## SUPPLIED DATA
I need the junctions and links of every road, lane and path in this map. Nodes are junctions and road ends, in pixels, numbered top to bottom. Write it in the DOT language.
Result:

...

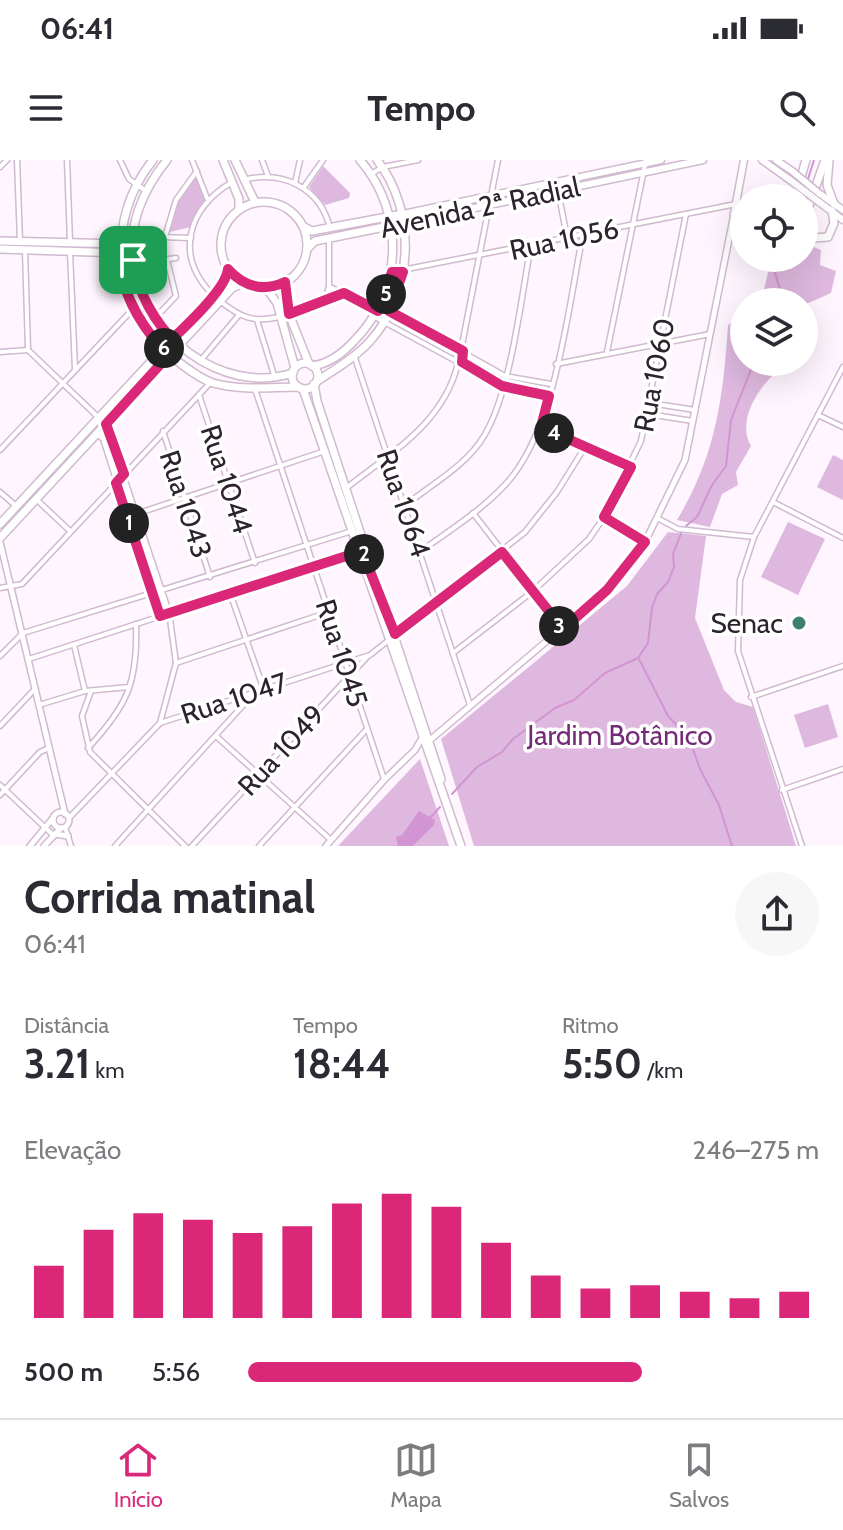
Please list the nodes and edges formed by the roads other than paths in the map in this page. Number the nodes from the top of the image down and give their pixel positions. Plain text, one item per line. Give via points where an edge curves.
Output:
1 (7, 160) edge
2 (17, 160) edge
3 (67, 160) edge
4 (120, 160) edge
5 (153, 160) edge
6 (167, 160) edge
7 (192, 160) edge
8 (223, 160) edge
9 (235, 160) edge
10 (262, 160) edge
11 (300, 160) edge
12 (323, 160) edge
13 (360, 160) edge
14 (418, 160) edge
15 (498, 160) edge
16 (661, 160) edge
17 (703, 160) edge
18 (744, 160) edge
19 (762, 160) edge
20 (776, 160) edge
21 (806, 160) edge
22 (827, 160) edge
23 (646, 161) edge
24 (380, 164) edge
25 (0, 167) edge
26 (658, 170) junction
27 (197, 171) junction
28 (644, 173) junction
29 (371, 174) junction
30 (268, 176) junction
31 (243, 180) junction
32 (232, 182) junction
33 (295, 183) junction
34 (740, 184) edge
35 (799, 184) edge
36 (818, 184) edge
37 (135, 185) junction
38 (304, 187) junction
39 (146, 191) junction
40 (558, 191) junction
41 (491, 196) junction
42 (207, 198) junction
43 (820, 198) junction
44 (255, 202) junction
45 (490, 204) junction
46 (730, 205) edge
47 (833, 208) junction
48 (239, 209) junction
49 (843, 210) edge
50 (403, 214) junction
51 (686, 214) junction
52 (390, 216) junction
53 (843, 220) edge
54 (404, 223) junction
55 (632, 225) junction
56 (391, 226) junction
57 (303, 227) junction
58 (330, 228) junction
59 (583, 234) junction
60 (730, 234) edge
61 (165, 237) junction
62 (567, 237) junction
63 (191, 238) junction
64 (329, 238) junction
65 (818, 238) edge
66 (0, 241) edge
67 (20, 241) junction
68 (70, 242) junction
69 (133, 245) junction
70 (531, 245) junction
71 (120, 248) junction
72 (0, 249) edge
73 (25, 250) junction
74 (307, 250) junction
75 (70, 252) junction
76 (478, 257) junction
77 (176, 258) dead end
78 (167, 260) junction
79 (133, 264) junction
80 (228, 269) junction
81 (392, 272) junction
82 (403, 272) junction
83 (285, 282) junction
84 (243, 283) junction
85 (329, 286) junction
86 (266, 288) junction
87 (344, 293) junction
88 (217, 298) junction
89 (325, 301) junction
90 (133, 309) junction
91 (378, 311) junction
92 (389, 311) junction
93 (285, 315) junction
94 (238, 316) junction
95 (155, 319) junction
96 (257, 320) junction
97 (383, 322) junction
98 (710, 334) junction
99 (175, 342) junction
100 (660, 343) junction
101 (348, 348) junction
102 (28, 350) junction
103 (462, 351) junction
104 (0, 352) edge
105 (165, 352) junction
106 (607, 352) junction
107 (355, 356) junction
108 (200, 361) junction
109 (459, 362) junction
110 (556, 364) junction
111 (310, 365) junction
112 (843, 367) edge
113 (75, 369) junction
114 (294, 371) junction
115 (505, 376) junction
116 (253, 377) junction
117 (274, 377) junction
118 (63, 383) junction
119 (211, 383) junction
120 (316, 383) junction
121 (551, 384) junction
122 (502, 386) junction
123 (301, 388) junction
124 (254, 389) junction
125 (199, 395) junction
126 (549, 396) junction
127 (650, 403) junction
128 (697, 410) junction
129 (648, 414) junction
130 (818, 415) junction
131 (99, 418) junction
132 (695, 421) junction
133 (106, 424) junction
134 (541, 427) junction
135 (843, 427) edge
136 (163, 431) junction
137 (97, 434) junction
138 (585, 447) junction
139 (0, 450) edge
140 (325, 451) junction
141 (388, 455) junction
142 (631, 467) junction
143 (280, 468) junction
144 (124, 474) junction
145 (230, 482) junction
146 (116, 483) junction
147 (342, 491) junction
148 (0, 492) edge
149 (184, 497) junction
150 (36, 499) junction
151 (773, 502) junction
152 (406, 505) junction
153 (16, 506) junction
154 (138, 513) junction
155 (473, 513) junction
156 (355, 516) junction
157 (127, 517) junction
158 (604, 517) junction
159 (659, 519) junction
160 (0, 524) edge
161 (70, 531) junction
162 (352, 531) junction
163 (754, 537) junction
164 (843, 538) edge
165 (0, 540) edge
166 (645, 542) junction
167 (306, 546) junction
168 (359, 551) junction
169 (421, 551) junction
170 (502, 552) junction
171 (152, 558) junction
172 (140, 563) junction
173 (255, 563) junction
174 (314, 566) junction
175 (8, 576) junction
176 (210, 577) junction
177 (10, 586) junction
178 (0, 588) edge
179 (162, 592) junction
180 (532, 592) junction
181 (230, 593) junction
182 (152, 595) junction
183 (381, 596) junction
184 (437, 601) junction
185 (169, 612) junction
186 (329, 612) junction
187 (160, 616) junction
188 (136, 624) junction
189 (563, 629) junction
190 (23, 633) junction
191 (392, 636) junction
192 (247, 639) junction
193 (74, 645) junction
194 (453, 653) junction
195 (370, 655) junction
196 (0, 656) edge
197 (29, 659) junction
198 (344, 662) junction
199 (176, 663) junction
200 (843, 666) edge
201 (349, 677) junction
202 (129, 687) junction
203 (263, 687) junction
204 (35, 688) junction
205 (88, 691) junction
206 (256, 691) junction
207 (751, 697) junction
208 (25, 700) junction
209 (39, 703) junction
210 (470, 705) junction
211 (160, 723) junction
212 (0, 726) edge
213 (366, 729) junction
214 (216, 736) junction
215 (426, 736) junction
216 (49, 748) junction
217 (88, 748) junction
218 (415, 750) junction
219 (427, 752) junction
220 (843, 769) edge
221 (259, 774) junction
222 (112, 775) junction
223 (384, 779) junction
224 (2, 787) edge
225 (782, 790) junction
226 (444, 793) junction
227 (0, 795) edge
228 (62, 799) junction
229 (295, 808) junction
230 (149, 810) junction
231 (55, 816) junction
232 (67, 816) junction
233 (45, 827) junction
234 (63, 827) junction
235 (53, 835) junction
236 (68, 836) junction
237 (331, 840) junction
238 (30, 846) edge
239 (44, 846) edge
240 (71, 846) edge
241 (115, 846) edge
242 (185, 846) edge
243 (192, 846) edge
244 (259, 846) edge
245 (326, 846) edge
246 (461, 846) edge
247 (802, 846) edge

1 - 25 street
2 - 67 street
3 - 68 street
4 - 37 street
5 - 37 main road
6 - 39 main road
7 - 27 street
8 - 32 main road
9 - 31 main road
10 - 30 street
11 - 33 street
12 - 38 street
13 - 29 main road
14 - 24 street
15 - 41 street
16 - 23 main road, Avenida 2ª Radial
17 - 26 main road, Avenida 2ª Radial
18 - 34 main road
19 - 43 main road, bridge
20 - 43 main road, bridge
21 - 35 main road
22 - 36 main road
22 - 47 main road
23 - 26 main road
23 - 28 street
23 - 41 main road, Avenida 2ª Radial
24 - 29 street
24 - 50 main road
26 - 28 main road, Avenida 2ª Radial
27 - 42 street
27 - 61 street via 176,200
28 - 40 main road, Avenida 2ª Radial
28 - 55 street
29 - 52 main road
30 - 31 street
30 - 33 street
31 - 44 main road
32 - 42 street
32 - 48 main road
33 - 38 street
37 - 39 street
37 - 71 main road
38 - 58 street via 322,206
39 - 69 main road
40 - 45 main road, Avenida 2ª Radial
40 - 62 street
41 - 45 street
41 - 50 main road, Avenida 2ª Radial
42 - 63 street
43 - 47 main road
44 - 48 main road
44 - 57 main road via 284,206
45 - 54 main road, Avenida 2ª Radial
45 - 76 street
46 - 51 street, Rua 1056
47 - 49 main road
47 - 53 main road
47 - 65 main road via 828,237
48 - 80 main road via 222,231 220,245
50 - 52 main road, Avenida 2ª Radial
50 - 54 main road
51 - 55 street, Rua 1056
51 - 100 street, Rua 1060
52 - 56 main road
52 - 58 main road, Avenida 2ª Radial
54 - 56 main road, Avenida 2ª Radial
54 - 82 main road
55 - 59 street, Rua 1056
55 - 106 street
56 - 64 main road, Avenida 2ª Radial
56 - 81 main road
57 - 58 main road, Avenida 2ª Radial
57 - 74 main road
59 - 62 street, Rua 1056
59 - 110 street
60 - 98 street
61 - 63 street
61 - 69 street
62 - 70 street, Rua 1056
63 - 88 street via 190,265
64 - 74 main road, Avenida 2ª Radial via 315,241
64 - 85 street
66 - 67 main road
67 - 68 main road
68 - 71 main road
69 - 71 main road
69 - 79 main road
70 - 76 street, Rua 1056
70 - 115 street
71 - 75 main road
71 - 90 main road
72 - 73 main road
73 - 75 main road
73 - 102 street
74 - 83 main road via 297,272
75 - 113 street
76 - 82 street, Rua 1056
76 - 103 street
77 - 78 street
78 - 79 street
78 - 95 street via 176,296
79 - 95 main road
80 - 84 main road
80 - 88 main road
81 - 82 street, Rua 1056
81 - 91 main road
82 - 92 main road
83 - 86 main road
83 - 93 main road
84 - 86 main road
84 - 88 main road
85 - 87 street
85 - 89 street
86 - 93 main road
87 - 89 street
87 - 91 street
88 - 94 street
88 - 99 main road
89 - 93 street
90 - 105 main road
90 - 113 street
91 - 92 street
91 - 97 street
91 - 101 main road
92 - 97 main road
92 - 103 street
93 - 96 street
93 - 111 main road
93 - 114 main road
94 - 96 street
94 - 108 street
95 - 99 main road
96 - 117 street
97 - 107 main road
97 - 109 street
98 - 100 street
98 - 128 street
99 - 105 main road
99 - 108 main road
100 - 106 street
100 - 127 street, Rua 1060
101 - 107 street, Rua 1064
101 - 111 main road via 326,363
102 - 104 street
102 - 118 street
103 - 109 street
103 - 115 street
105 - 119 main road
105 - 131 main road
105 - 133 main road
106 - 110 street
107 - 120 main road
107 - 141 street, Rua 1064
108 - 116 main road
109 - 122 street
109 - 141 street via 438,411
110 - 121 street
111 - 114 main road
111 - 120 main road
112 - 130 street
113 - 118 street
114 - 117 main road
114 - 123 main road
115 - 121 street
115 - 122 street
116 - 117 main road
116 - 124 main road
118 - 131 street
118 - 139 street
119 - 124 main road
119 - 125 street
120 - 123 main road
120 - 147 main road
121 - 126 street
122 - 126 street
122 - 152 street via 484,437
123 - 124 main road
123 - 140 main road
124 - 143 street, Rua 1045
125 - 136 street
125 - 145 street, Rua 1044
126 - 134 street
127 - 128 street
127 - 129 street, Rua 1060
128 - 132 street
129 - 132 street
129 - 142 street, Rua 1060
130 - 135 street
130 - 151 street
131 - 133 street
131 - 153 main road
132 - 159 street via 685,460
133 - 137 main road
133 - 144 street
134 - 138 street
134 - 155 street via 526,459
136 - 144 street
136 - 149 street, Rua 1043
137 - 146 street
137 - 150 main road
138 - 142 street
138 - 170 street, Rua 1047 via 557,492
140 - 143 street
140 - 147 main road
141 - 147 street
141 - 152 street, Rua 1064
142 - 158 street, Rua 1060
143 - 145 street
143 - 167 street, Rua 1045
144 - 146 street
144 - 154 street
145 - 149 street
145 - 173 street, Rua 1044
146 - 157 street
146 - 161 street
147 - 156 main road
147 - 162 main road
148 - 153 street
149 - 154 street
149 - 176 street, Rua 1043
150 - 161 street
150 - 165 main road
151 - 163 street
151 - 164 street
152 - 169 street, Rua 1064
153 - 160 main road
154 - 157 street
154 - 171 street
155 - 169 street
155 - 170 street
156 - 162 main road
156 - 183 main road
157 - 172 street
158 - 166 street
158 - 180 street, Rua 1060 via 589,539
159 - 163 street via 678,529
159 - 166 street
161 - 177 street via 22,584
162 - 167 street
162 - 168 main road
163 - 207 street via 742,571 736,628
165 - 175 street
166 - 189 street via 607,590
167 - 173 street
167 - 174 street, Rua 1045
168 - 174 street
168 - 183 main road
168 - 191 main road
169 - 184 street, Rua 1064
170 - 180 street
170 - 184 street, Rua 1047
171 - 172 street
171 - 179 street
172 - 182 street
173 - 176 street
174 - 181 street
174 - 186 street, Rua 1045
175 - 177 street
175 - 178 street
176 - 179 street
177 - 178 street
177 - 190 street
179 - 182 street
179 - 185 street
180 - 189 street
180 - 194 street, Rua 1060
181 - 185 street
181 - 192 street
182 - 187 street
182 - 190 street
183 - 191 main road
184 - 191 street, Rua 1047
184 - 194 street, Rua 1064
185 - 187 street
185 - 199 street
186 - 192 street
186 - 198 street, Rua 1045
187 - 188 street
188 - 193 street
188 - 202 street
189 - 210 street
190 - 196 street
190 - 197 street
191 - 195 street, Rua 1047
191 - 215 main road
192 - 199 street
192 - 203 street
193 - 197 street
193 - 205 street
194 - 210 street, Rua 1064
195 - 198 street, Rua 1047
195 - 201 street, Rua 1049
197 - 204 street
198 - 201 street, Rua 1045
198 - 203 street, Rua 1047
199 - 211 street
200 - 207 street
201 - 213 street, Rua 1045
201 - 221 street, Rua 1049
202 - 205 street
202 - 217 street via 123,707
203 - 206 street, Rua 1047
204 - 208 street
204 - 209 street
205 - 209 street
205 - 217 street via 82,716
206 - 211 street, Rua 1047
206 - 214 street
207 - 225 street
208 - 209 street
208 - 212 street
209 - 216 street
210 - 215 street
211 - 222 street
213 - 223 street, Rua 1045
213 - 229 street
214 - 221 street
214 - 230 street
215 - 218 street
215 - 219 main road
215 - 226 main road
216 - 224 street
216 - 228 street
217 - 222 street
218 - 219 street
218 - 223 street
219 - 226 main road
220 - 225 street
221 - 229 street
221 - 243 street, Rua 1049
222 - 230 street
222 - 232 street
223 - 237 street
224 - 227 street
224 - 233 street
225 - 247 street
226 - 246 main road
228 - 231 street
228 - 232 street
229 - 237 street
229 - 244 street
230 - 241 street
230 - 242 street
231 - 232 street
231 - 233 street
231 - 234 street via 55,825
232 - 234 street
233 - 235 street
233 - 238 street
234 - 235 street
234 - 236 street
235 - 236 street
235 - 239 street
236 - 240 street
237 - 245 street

## ASSIGNMENT
Among the lines above, which hold the word "this"? Report each one.

## REPLY TO THE TASK
I need the junctions and links of every road, lane and path in this map. Nodes are junctions and road ends, in pixels, numbered top to bottom. Write it in the DOT language.
Please list the nodes and edges formed by the roads other than paths in the map in this page. Number the nodes from the top of the image down and give their pixel positions. Plain text, one item per line. Give via points where an edge curves.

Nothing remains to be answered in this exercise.